VJ slowly replaced the receiver. All at once he was acutely aware that he was all alone in the house. He stood for a moment listening. He'd never realized all the creaking sounds of an empty house. The radiator in the corner quietly hissed. From somewhere else a dull clunking sounded, probably a heating pipe. Outside the wind blew snow against the window.
Picking up the phone again, VJ made a call of his own. When a man answered he told the person that he was scared. After being reassured that everything would be taken care of, VJ put down the phone. He felt better, but to be on the safe side, he hurried downstairs and methodically checked every window and every door to make sure they were all securely locked. He didn't go down into the basement but bolted the door instead.
Back in his room he turned on the computer. He wished the cat would stay in his room, but he knew better than to bother looking for her. Kissa was afraid of him, though he tried to keep his mother from realizing the fact. There were so many things he had to keep his mother from noticing. It was a strain. But then he hadn't chosen to be what he was, either.
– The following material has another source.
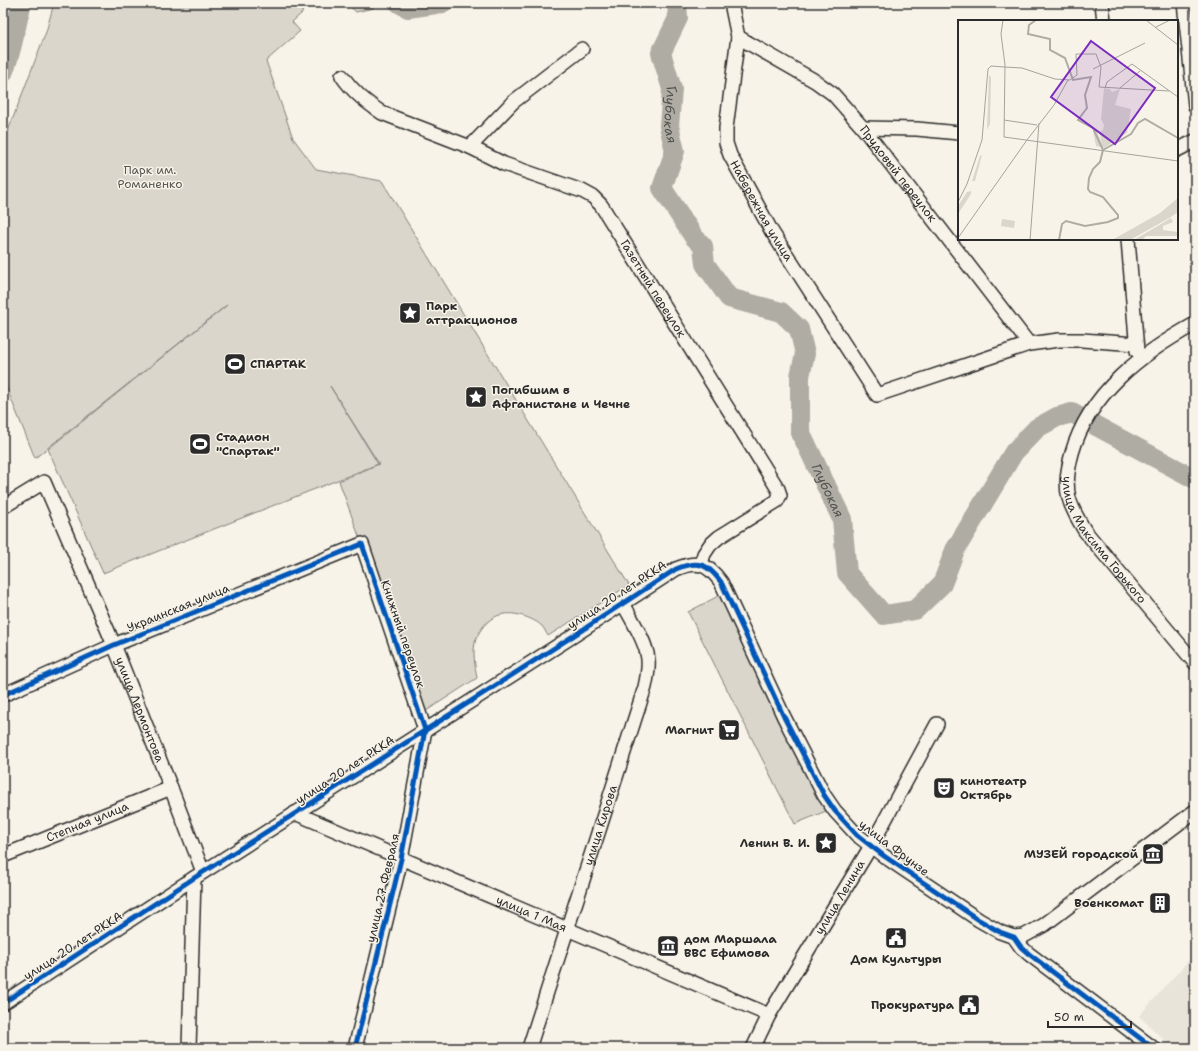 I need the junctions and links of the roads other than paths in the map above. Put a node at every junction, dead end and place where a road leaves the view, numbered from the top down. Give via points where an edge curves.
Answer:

Booting up the computer, VJ loaded Pac-Man and tried to concentrate.
The fluorescent lights blinked, then filled the room with their rude light. Victor stepped aside and let Marsha precede him into the lab. She'd been there on a few occasions, but it had always been during the day. She was surprised how sinister the place looked at night with no people to relieve its sterile appearance. The room was about fifty feet by thirty with lab benches and hoods along each wall. In the center was a large island comprised of scientific equipment, each instrument more exotic than the next. There was a profusion of dials, cathode ray tubes, computers, glass tubing, and mazes of electronic connectors.
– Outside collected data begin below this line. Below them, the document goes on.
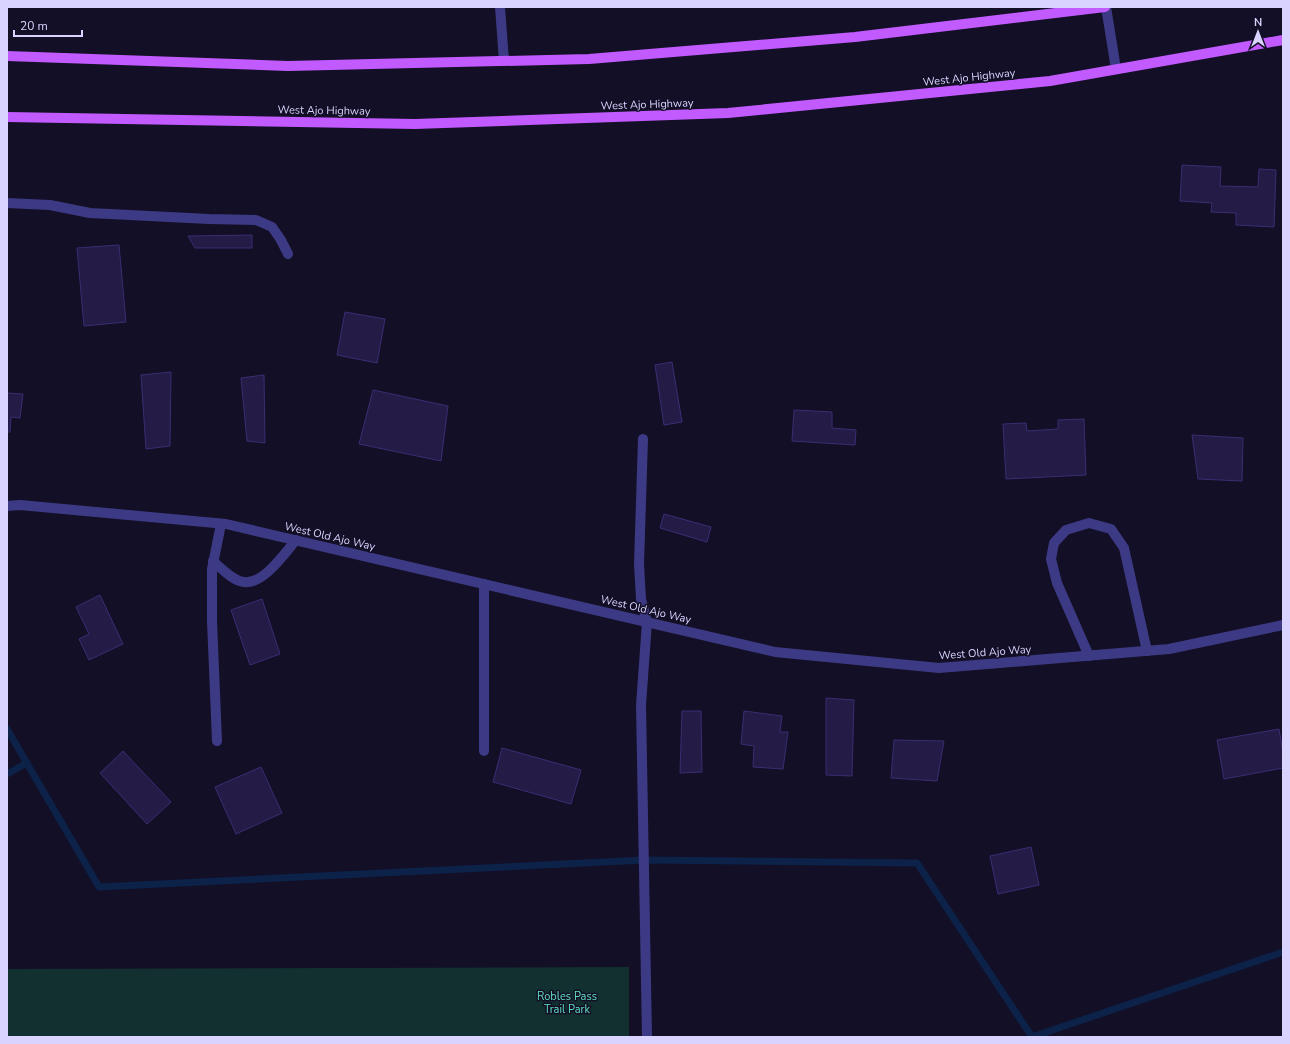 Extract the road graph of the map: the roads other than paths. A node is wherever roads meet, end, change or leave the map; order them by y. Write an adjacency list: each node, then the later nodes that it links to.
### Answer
1 (500, 7): 5 (street)
2 (1106, 7): 5 (main road); 6 (street)
3 (1283, 40): 6 (main road, West Ajo Highway)
4 (7, 56): 5 (main road)
5 (504, 61)
6 (1116, 69): 7 (main road, West Ajo Highway)
7 (7, 117)
8 (7, 203): 9 (street)
9 (288, 254)
10 (643, 439): 16 (street)
11 (7, 506): 12 (street, West Old Ajo Way)
12 (221, 524): 13 (street, West Old Ajo Way); 14 (street)
13 (296, 540): 14 (street); 15 (street, West Old Ajo Way)
14 (213, 561): 20 (street)
15 (484, 584): 16 (street, West Old Ajo Way); 21 (street)
16 (646, 622): 19 (street, West Old Ajo Way); 22 (street)
17 (1283, 625): 18 (street, West Old Ajo Way)
18 (1147, 651): 19 (street, West Old Ajo Way); 19 (street)
19 (1089, 656)
20 (217, 741)
21 (484, 751)
22 (647, 1037)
A number of doors led from the main room. Victor led Marsha through one to an L-shaped area filled with dissecting tables. Marsha glanced at the scalpels and other horrid instruments and shuddered. Beyond that room and through a glass door with embedded wire was the animal room, and from where Marsha was standing she could see dogs and apes pacing behind the bars of their cages. She looked away. That was a part of research that she preferred not to think about.
"This way," Victor said, guiding her to the very back of the L, where the wall was clear glass.
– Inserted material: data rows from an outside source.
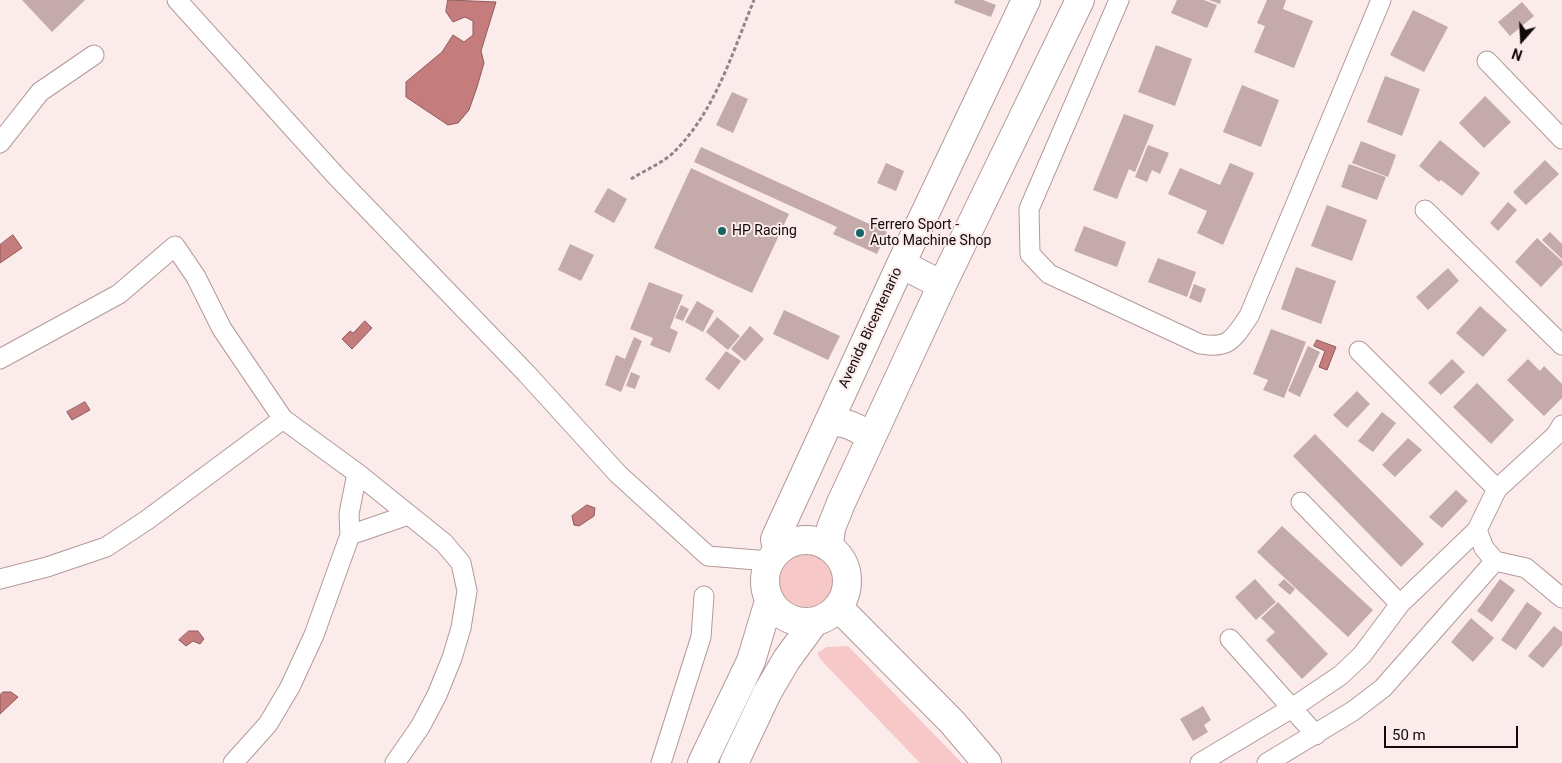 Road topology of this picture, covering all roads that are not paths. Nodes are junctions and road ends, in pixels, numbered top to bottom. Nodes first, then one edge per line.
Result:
1 (177, 0) edge
2 (1026, 0) edge
3 (1080, 0) edge
4 (1119, 0) edge
5 (1381, 0) edge
6 (94, 55) dead end
7 (1487, 61) dead end
8 (1562, 138) edge
9 (0, 143) edge
10 (1424, 210) dead end
11 (901, 264) junction
12 (942, 285) junction
13 (1562, 345) edge
14 (1359, 351) dead end
15 (0, 359) edge
16 (283, 419) junction
17 (829, 421) junction
18 (1562, 425) edge
19 (871, 438) junction
20 (357, 473) junction
21 (1497, 489) junction
22 (1301, 502) dead end
23 (408, 515) junction
24 (1477, 530) junction
25 (350, 534) junction
26 (829, 546) junction
27 (773, 555) junction
28 (1495, 561) junction
29 (0, 579) edge
30 (704, 596) dead end
31 (1562, 598) edge
32 (769, 601) junction
33 (1400, 604) junction
34 (826, 614) junction
35 (1230, 639) dead end
36 (1292, 708) junction
37 (1316, 735) junction
38 (232, 763) edge
39 (395, 763) edge
40 (661, 763) edge
41 (702, 763) edge
42 (734, 763) edge
43 (987, 763) edge
44 (1200, 763) edge
45 (1267, 763) edge

1 - 27 street
2 - 11 street, Avenida Bicentenario
3 - 12 street
4 - 5 street
6 - 9 street
7 - 8 street
10 - 13 street
11 - 12 street
11 - 17 street, Avenida Bicentenario
12 - 19 street
14 - 21 street
15 - 16 street
16 - 20 street
16 - 29 street
17 - 19 street
17 - 27 street, Avenida Bicentenario
18 - 21 street
19 - 26 street
20 - 23 street
20 - 25 street
21 - 24 street
22 - 33 street
23 - 25 street
23 - 39 street
24 - 28 street
24 - 33 street
25 - 38 street
26 - 27 street
26 - 34 street
27 - 32 street
28 - 31 street
28 - 37 street
30 - 40 street
32 - 34 street
32 - 41 street
33 - 36 street
34 - 42 street
34 - 43 street
35 - 36 street
36 - 37 street
36 - 44 street
37 - 45 street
Flipping a switch, Victor turned on the light behind the glass. Marsha was surprised to see a series of large aquariums, each containing dozens of strange-looking sea creatures. They resembled snails but without their shells.
Victor pulled over a stepladder. After searching through a number of the tanks, he took a dissecting pan from one of the tables and climbed the ladder. With a net, he caught two creatures from separate tanks.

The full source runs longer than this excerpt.